Prothon should not borrow Python strings!

Tue May 25 14:24:26 EDT 2004

Paul Prescod wrote:
> Agree: space versus time.

It is somewhat more subtle than that.  It was keep all strings as
you get them (unnormalised) and then consume CPU when having to
deal with them vs consuming CPU up front when originally presented
with a string and normalise it and munge it into a universal
storage encoding.

> First, it is probably too much work to normalize for a 1.0 language
> designer (even Python doesn't). Second, it is quite possibly the wrong
> thing to do at a programming language level.
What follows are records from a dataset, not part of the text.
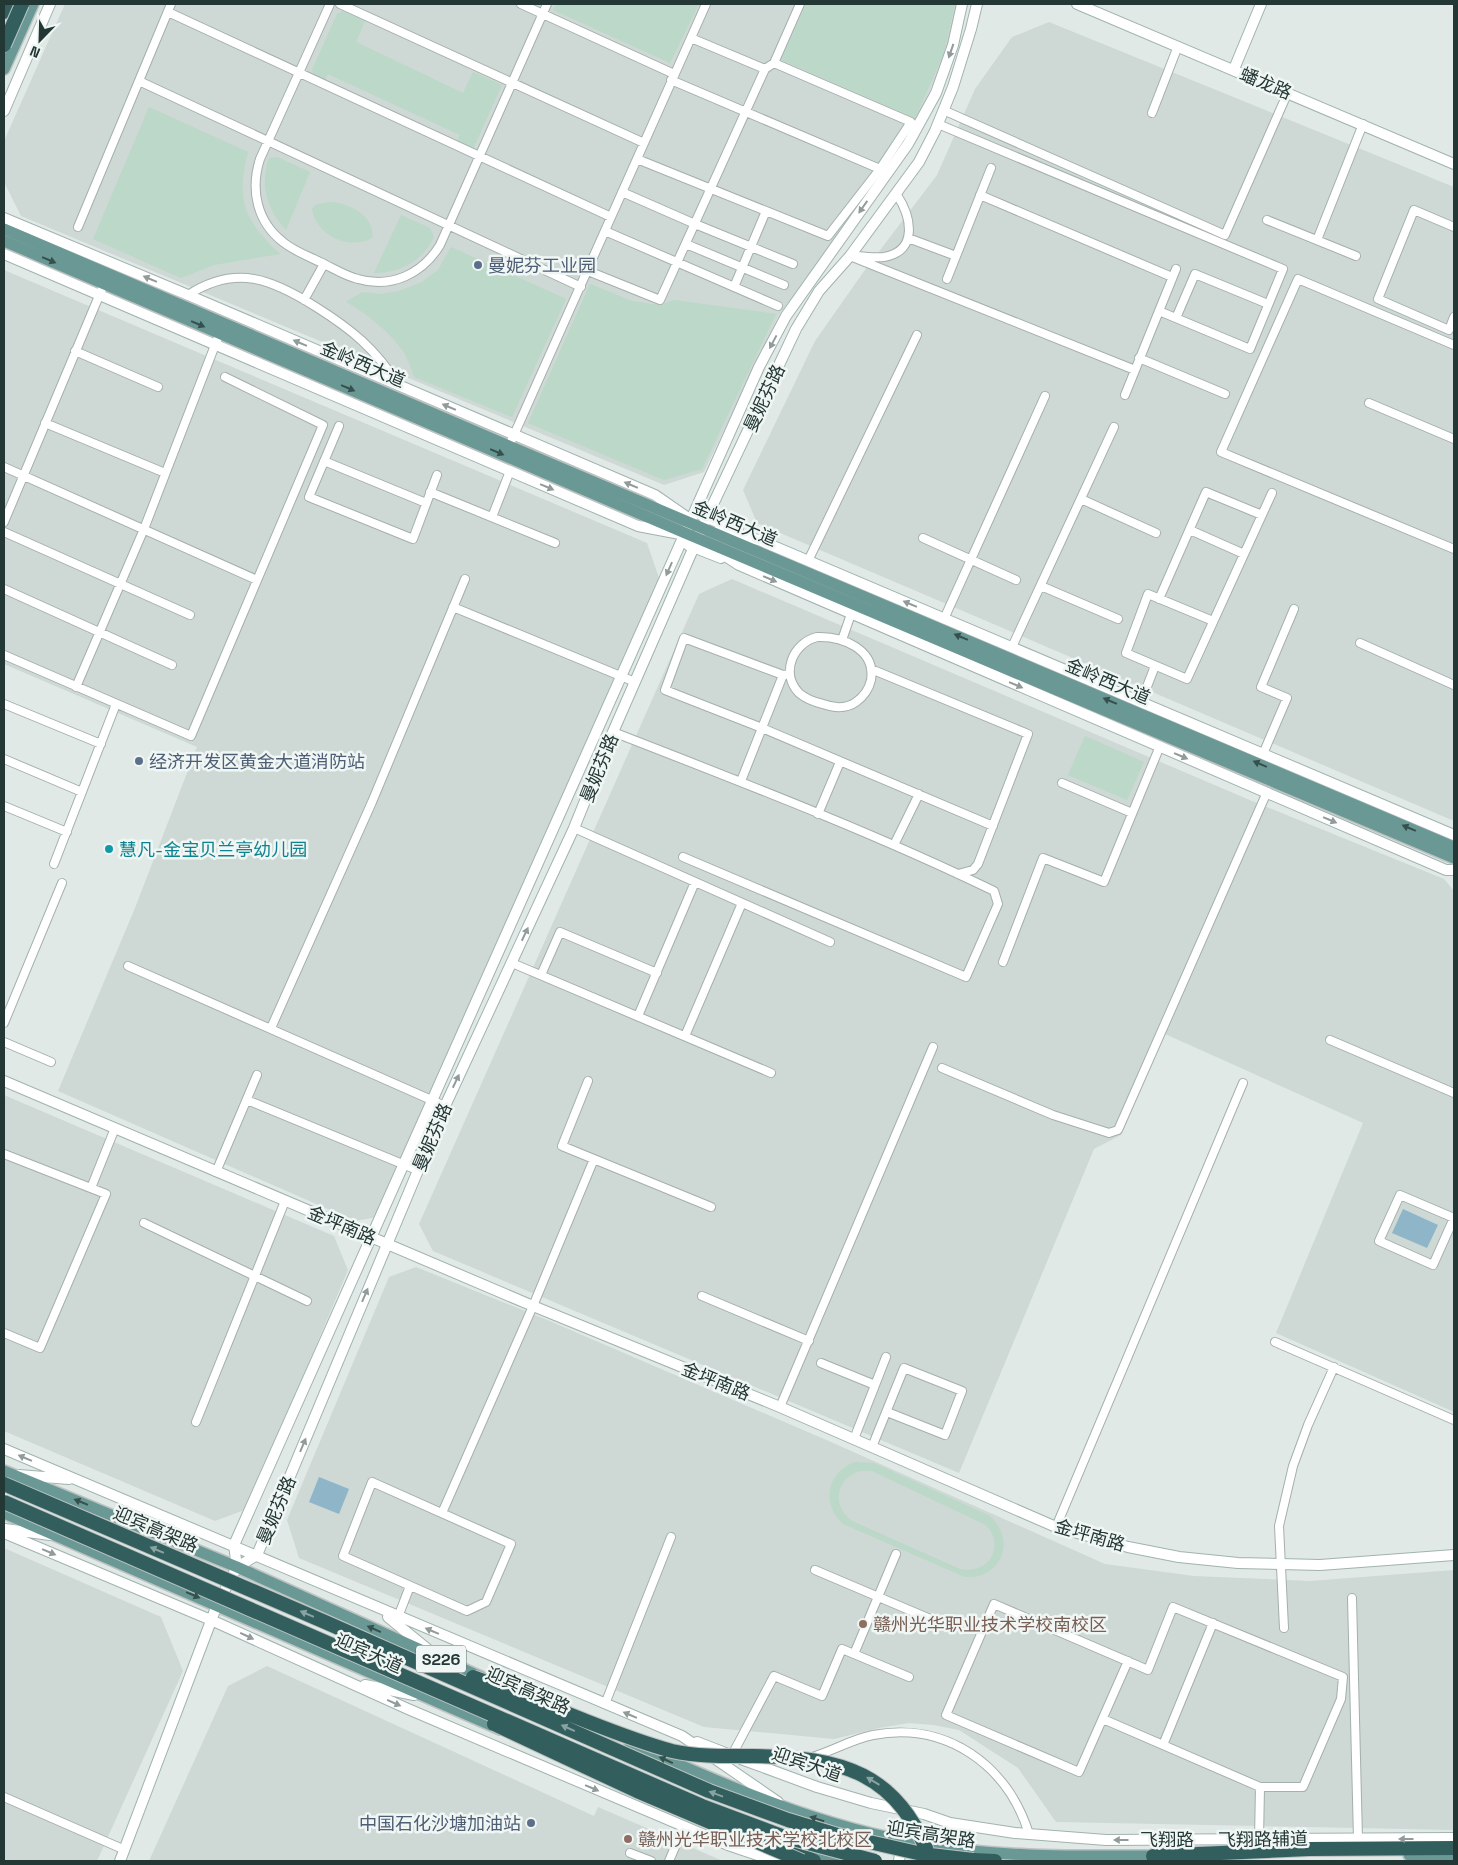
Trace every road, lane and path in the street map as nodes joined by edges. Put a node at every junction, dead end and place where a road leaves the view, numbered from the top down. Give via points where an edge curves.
1 (7, 4) edge
2 (22, 4) edge
3 (33, 4) edge
4 (50, 4) edge
5 (171, 4) edge
6 (330, 4) edge
7 (340, 4) edge
8 (522, 4) edge
9 (547, 4) edge
10 (706, 4) edge
11 (800, 4) edge
12 (962, 4) edge
13 (977, 4) edge
14 (1077, 4) edge
15 (1261, 4) edge
16 (4, 12) edge
17 (168, 12) junction
18 (543, 14) junction
19 (4, 31) edge
20 (18, 37) junction
21 (691, 38) junction
22 (4, 45) edge
23 (1178, 46) junction
24 (774, 63) junction
25 (4, 69) edge
26 (765, 69) junction
27 (1234, 69) junction
28 (299, 73) junction
29 (673, 77) junction
30 (139, 81) junction
31 (512, 83) junction
32 (1288, 92) junction
33 (943, 110) junction
34 (4, 111) edge
35 (746, 111) junction
36 (1152, 113) dead end
37 (938, 124) junction
38 (1363, 124) junction
39 (268, 142) junction
40 (644, 143) junction
41 (480, 156) junction
42 (637, 159) junction
43 (1454, 164) edge
44 (991, 168) dead end
45 (880, 169) junction
46 (711, 189) junction
47 (622, 192) junction
48 (897, 195) junction
49 (980, 195) junction
50 (766, 211) junction
51 (611, 217) junction
52 (4, 218) edge
53 (1267, 220) dead end
54 (695, 224) junction
55 (449, 226) junction
56 (78, 227) dead end
57 (1454, 227) edge
58 (4, 229) edge
59 (605, 231) junction
60 (908, 238) junction
61 (1317, 240) junction
62 (4, 241) edge
63 (686, 244) junction
64 (751, 247) junction
65 (4, 254) edge
66 (850, 256) junction
67 (956, 256) junction
68 (1356, 256) dead end
69 (678, 262) junction
70 (324, 264) junction
71 (793, 264) dead end
72 (743, 267) junction
73 (588, 270) junction
74 (947, 280) dead end
75 (104, 284) junction
76 (784, 285) dead end
77 (580, 287) junction
78 (734, 287) junction
79 (99, 295) junction
80 (188, 295) junction
81 (304, 300) junction
82 (1268, 304) junction
83 (778, 306) dead end
84 (1159, 311) junction
85 (1454, 317) edge
86 (1176, 318) junction
87 (917, 335) dead end
88 (217, 339) junction
89 (1454, 345) edge
90 (75, 352) junction
91 (1140, 358) junction
92 (1135, 370) junction
93 (225, 377) dead end
94 (398, 385) junction
95 (158, 387) dead end
96 (1225, 394) dead end
97 (1125, 395) dead end
98 (1045, 396) dead end
99 (1369, 403) dead end
100 (45, 423) junction
101 (339, 426) dead end
102 (1114, 428) dead end
103 (514, 435) junction
104 (1454, 439) edge
105 (509, 446) junction
106 (324, 461) junction
107 (4, 467) edge
108 (510, 471) junction
109 (165, 473) junction
110 (23, 475) junction
111 (437, 475) dead end
112 (430, 492) junction
113 (1272, 493) dead end
114 (1081, 498) junction
115 (426, 503) junction
116 (1262, 515) junction
117 (492, 517) junction
118 (4, 522) edge
119 (688, 528) junction
120 (144, 529) junction
121 (1190, 530) junction
122 (4, 532) edge
123 (700, 532) junction
124 (1156, 533) dead end
125 (923, 538) dead end
126 (555, 543) dead end
127 (1454, 549) edge
128 (1244, 554) junction
129 (971, 560) junction
130 (808, 561) junction
131 (465, 579) dead end
132 (257, 580) junction
133 (1016, 580) dead end
134 (120, 584) junction
135 (1041, 586) junction
136 (4, 589) edge
137 (1159, 599) junction
138 (453, 607) junction
139 (1294, 609) dead end
140 (851, 614) junction
141 (190, 615) dead end
142 (944, 619) junction
143 (1118, 619) dead end
144 (1214, 621) junction
145 (100, 632) junction
146 (842, 640) junction
147 (1360, 643) dead end
148 (1012, 647) junction
149 (4, 654) edge
150 (172, 665) dead end
151 (1155, 666) junction
152 (871, 669) junction
153 (787, 675) junction
154 (621, 676) junction
155 (635, 682) junction
156 (1454, 685) edge
157 (76, 687) junction
158 (1141, 702) junction
159 (4, 704) edge
160 (116, 704) junction
161 (762, 728) junction
162 (613, 732) junction
163 (101, 744) junction
164 (1160, 746) junction
165 (1263, 754) junction
166 (4, 759) edge
167 (840, 762) junction
168 (741, 781) junction
169 (1062, 783) dead end
170 (82, 792) junction
171 (1267, 792) junction
172 (919, 794) junction
173 (4, 806) edge
174 (1132, 813) junction
175 (818, 814) junction
176 (993, 826) junction
177 (574, 828) junction
178 (67, 832) junction
179 (1454, 835) edge
180 (894, 846) junction
181 (1454, 847) edge
182 (683, 857) dead end
183 (1454, 858) edge
184 (54, 864) dead end
185 (1452, 871) edge
186 (958, 874) junction
187 (695, 882) junction
188 (62, 883) dead end
189 (742, 903) junction
190 (830, 942) dead end
191 (1003, 962) dead end
192 (512, 963) junction
193 (128, 966) dead end
194 (657, 973) junction
195 (541, 975) junction
196 (638, 1016) junction
197 (4, 1023) edge
198 (271, 1028) junction
199 (685, 1036) junction
200 (1330, 1040) dead end
201 (4, 1042) edge
202 (933, 1046) dead end
203 (51, 1062) dead end
204 (942, 1068) dead end
205 (771, 1073) dead end
206 (257, 1075) dead end
207 (4, 1081) edge
208 (588, 1081) dead end
209 (1243, 1083) dead end
210 (1454, 1093) edge
211 (247, 1100) junction
212 (432, 1101) junction
213 (444, 1106) junction
214 (115, 1128) junction
215 (4, 1154) edge
216 (594, 1160) junction
217 (403, 1164) junction
218 (418, 1170) junction
219 (216, 1172) junction
220 (91, 1188) junction
221 (286, 1201) junction
222 (711, 1207) dead end
223 (144, 1223) dead end
224 (1452, 1229) edge
225 (371, 1237) junction
226 (386, 1244) junction
227 (255, 1276) junction
228 (702, 1296) dead end
229 (307, 1301) dead end
230 (533, 1306) junction
231 (4, 1333) edge
232 (809, 1341) junction
233 (1276, 1342) dead end
234 (886, 1357) dead end
235 (821, 1363) dead end
236 (1334, 1367) junction
237 (875, 1385) junction
238 (780, 1407) junction
239 (887, 1412) junction
240 (1454, 1420) edge
241 (196, 1422) dead end
242 (854, 1439) junction
243 (872, 1447) junction
244 (4, 1448) edge
245 (7, 1477) edge
246 (78, 1480) junction
247 (4, 1502) edge
248 (4, 1513) edge
249 (442, 1513) junction
250 (1056, 1527) junction
251 (4, 1531) edge
252 (55, 1536) junction
253 (671, 1538) dead end
254 (234, 1545) junction
255 (896, 1554) dead end
256 (257, 1555) junction
257 (1454, 1555) edge
258 (1280, 1564) junction
259 (237, 1567) junction
260 (815, 1570) dead end
261 (410, 1586) junction
262 (878, 1597) junction
263 (1352, 1598) dead end
264 (218, 1605) junction
265 (380, 1610) junction
266 (398, 1617) junction
267 (211, 1620) junction
268 (935, 1621) dead end
269 (325, 1622) junction
270 (1213, 1623) junction
271 (1284, 1628) dead end
272 (321, 1639) junction
273 (854, 1654) junction
274 (435, 1656) junction
275 (1128, 1661) junction
276 (909, 1677) dead end
277 (346, 1682) junction
278 (426, 1697) junction
279 (605, 1704) junction
280 (1103, 1719) junction
281 (682, 1736) junction
282 (1163, 1745) junction
283 (732, 1755) junction
284 (750, 1762) junction
285 (1260, 1787) junction
286 (4, 1797) edge
287 (792, 1812) junction
288 (653, 1814) junction
289 (924, 1814) joint
290 (684, 1826) junction
291 (1029, 1834) junction
292 (881, 1836) joint
293 (1454, 1838) edge
294 (1259, 1839) junction
295 (1358, 1839) junction
296 (901, 1840) junction
297 (779, 1845) junction
298 (1454, 1848) edge
299 (956, 1849) junction
300 (125, 1850) junction
301 (630, 1853) dead end
302 (1454, 1855) edge
303 (1153, 1856) junction
304 (762, 1859) edge
305 (120, 1861) edge
306 (651, 1861) edge
307 (669, 1861) edge
308 (775, 1861) edge
309 (802, 1861) edge
310 (814, 1861) edge
311 (834, 1861) edge
312 (875, 1861) edge
313 (899, 1861) edge
314 (931, 1861) edge
315 (958, 1861) edge
316 (995, 1861) edge

1 - 16 highway
2 - 22 highway, bridge
3 - 20 main road
4 - 34 street
5 - 17 street
6 - 28 street
7 - 31 street
8 - 18 street
9 - 18 street
10 - 21 street
11 - 24 street
12 -> 119 street, 曼妮芬路 via 953,45 936,93 908,144 786,316
13 - 33 street, 曼妮芬路 via 956,79
14 - 23 street, 蟠龙路
15 - 27 street
17 - 28 street
17 - 30 street
18 - 29 street
18 - 31 street
19 - 20 main road
20 - 25 main road
21 - 26 street
21 - 29 street
23 - 27 street, 蟠龙路
23 - 36 street
24 - 26 street
24 - 45 street via 911,122
26 - 35 street
27 - 32 street, 蟠龙路
28 - 39 street
28 - 41 street
29 - 35 street
29 - 40 street
30 - 39 street
30 - 56 street
31 - 40 street
31 - 41 street
32 - 33 street via 1224,235
32 - 38 street, 蟠龙路
33 - 37 street, 曼妮芬路
35 - 45 street
35 - 46 street
37 - 48 street, 曼妮芬路 via 919,162
37 - 82 street via 1283,270
38 - 43 street, 蟠龙路
38 - 61 street
39 - 55 street
39 - 70 street via 256,176 260,212 284,243
40 - 42 street
41 - 51 street
41 - 55 street
42 - 46 street
42 - 47 street
44 - 49 street
45 - 50 street via 828,236
46 - 50 street
46 - 54 street
47 - 51 street
47 - 54 street
48 - 60 street via 907,214
48 - 66 street, 曼妮芬路
49 - 67 street
49 - 84 street via 1174,273
50 - 64 street
51 - 59 street
80 -> 52 street
53 - 61 street
54 - 63 street
54 - 64 street
55 - 70 street via 429,260 415,272 397,279 368,282
55 - 77 street
57 - 85 street via 1414,210 1378,299 1449,330
58 - 105 main road, 金岭西大道
59 - 69 street
59 - 73 street
60 - 66 street via 899,251 889,256
60 - 67 street
61 - 68 street
62 -> 75 main road, 金岭西大道
63 - 69 street
63 - 72 street
64 - 71 street
64 - 72 street
65 - 79 street
66 - 92 street
66 - 123 street, 曼妮芬路 via 819,291 796,329
67 - 74 street
69 - 73 street via 660,300
69 - 78 street
70 - 81 street
72 - 76 street
72 - 78 street
73 - 77 street
75 - 79 street
75 -> 88 main road, 金岭西大道
77 - 103 street
78 - 83 street
79 - 88 street
79 - 90 street
80 - 81 street via 217,281 248,278 276,284
94 -> 80 street
81 - 94 street via 359,337
82 - 86 street via 1195,274
82 - 86 street via 1250,349
84 - 86 street
84 - 91 street
87 - 130 street
88 - 108 street
88 - 109 street
88 -> 119 main road, 金岭西大道
89 - 127 street via 1298,279 1221,452
90 - 95 street
90 - 100 street
91 - 92 street
91 - 96 street
92 - 97 street
93 - 132 street via 323,425
103 -> 94 street
98 - 129 street
99 - 104 street
100 - 109 street
100 - 110 street
101 - 106 street
102 - 114 street
103 - 105 street
119 -> 103 street via 655,495
105 - 119 main road, 金岭西大道
106 - 115 street
106 - 115 street via 309,497 413,539
107 - 110 street
108 - 117 street
108 -> 119 street via 638,526
109 - 120 street
110 - 118 street
110 - 120 street
111 - 112 street
112 - 115 street
112 - 117 street
113 - 116 street
114 - 124 street
114 - 135 street
116 - 121 street via 1206,492
116 - 128 street
117 - 126 street
119 - 123 main road, 金岭西大道
119 - 123 street
119 -> 154 street, 曼妮芬路
120 - 132 street
120 - 134 street
121 - 128 street
121 - 137 street
122 - 134 street
123 - 130 street via 759,540
123 -> 140 street via 739,565
123 - 155 street, 曼妮芬路
181 -> 123 main road, 金岭西大道
123 - 183 main road, 金岭西大道
125 - 129 street
128 - 144 street
129 - 133 street
129 - 142 street
142 -> 130 street
131 - 138 street
132 - 160 street via 191,736
134 - 141 street
134 - 145 street
135 - 143 street
135 - 148 street
136 - 145 street
137 - 144 street
137 - 151 street via 1148,594 1126,653
138 - 154 street
138 - 198 street via 372,802
139 - 165 street via 1260,687 1287,698
140 - 146 street
140 -> 164 street
142 - 148 street
144 - 151 street via 1187,679
145 - 150 street
145 - 157 street
146 - 152 street via 862,652
146 - 153 street via 826,636 805,641 792,656
147 - 156 street
148 - 158 street
149 - 157 street
151 - 158 street
152 - 153 street via 870,685 864,696 841,707 806,698
152 - 176 street via 1028,734
153 - 161 street
153 - 161 street via 684,638 665,690
154 - 155 street
154 - 212 street, 曼妮芬路
155 - 162 street, 曼妮芬路
157 - 160 street
158 - 165 street
159 - 163 street
160 - 163 street
161 - 167 street
161 - 168 street
162 - 168 street
162 - 177 street, 曼妮芬路
163 - 170 street
164 -> 171 street
164 - 174 street
165 - 179 street
166 - 170 street
167 - 172 street
167 - 175 street
168 - 175 street
169 - 174 street
170 - 178 street
171 -> 185 street
171 - 204 street via 1118,1130 1108,1133 1053,1115
172 - 176 street
172 - 180 street
173 - 178 street
174 - 191 street via 1104,882 1043,858
175 - 180 street
176 - 186 street via 978,864 973,870
177 - 187 street
192 -> 177 street, 曼妮芬路
178 - 184 street
180 - 186 street
182 - 186 street via 966,977 998,904 994,891
187 - 189 street
187 - 194 street
188 - 197 street
189 - 190 street
189 - 199 street
192 - 195 street
213 -> 192 street, 曼妮芬路
193 - 198 street
194 - 195 street via 560,932
194 - 196 street
195 - 196 street
196 - 199 street
198 - 212 street
199 - 205 street
200 - 210 street
201 - 203 street
202 - 232 street
206 - 211 street
207 - 214 street, 金坪南路
208 - 216 street via 562,1146
209 - 250 street
211 - 217 street
211 - 219 street
212 - 213 street
212 - 217 street, 曼妮芬路
213 - 218 street, 曼妮芬路
214 - 219 street, 金坪南路
214 - 220 street
215 - 220 street
216 - 222 street
216 - 230 street
217 - 218 street
217 - 225 street, 曼妮芬路
218 - 226 street, 曼妮芬路
219 - 221 street, 金坪南路
220 - 231 street via 106,1194 40,1348
221 - 225 street, 金坪南路
221 - 227 street
223 - 227 street
224 - 224 street via 1433,1265 1380,1241 1400,1195 1454,1218
225 - 226 street, 金坪南路
225 - 254 street, 曼妮芬路
226 - 230 street, 金坪南路
256 -> 226 street, 曼妮芬路
227 - 229 street
227 - 241 street
228 - 232 street
230 - 238 street, 金坪南路
230 - 249 street
232 - 238 street
233 - 236 street
234 - 237 street
235 - 237 street
236 - 240 street
236 - 258 street via 1293,1466 1278,1526
237 - 242 street
238 - 242 street, 金坪南路
239 - 239 street via 904,1368 962,1391 945,1435
239 - 243 street
242 - 243 street, 金坪南路
243 - 250 street, 金坪南路
246 -> 244 street, 迎宾大道
245 - 246 street
259 -> 245 main road, 迎宾大道 / S226
269 -> 245 highway, 迎宾高架路, bridge
246 - 254 street, 迎宾大道
247 - 272 highway, 迎宾高架路, bridge
248 - 252 main road, 迎宾大道 / S226
249 - 261 street via 511,1544 486,1602 467,1611
249 - 261 street via 372,1482 343,1556
250 - 258 street, 金坪南路 via 1179,1557
251 - 252 street
251 -> 267 street, 迎宾大道
252 -> 264 main road, 迎宾大道 / S226
253 - 279 street
254 - 256 street, 迎宾大道
254 - 259 street
255 - 262 street
256 - 259 street
256 - 265 street, 迎宾大道
257 - 258 street, 金坪南路 via 1320,1565
258 - 271 street
259 - 264 street
274 -> 259 main road, 迎宾大道 / S226
260 - 262 street
261 - 266 street
262 - 268 street
262 - 273 street
263 - 295 street
264 - 267 street
264 - 278 main road, 迎宾大道 / S226
265 - 266 street, 迎宾大道
265 - 274 street
279 -> 266 street, 迎宾大道
267 -> 277 street, 迎宾大道
267 - 300 street
314 -> 269 highway, bridge via 916,1828 900,1805 879,1784 854,1770 794,1757 718,1757 673,1751 621,1735
316 -> 269 highway, 迎宾高架路, bridge via 922,1854 788,1820 708,1791
270 - 275 street via 1173,1607 1148,1670
270 - 282 street
270 - 285 street via 1343,1677 1341,1699 1303,1787
272 - 309 highway, bridge via 522,1738
272 - 312 highway, 迎宾高架路, bridge via 702,1806 782,1836
273 - 276 street
273 - 283 street via 842,1649 822,1696 774,1676
287 -> 274 main road, 迎宾大道 / S226 via 713,1781
275 - 280 street
275 - 280 street via 994,1604 946,1715 1079,1772
277 - 278 street
277 -> 288 street, 迎宾大道
278 - 297 main road, 迎宾大道 / S226
281 -> 279 street, 迎宾大道
280 - 282 street
281 - 283 street, 迎宾大道
281 - 287 street, 迎宾大道
282 - 285 street
283 - 284 street, 迎宾大道
284 - 289 street, 迎宾大道 via 847,1796
284 - 291 street via 805,1759 872,1735 900,1732 927,1735 959,1747 987,1766 1013,1796
285 - 294 street
286 - 300 street
292 -> 287 main road, 迎宾大道 / S226
288 - 290 street, 迎宾大道
288 - 297 street
289 - 291 street, 飞翔路辅道 via 959,1825
290 - 304 street, 迎宾大道
290 - 307 street
294 -> 291 street, 飞翔路辅道 via 1106,1840
292 - 296 main road, 飞翔路 / S226
293 -> 295 street, 飞翔路辅道
294 - 295 street, 飞翔路辅道
296 - 299 main road, 飞翔路 / S226
296 - 313 street
297 - 310 highway
297 - 311 main road, 迎宾大道 / S226
298 - 303 highway via 1309,1849
299 - 303 main road, 飞翔路 / S226 via 1065,1858
299 - 315 street
300 - 305 street
301 - 306 street
302 - 303 main road, 飞翔路 / S226
304 - 308 street, 迎宾大道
Just as sometimes you want
> to work with the raw bits of a file, sometimes you will want to work
> with the un-normalized representation of a string.

The language implementor does however need to take a stance.
If they decide that normalisation will never happen, then all
other code may have to deal with normalisation issues (for
example what is len on an unnormalized string?)

Conversely they could decide to always normalize which means that
other code doesn't have to worry about it.

The worst thing to do is not make any decision, since that
is equivalent to making both decisions and code will always
have to worry about wether it is or isn't normalised.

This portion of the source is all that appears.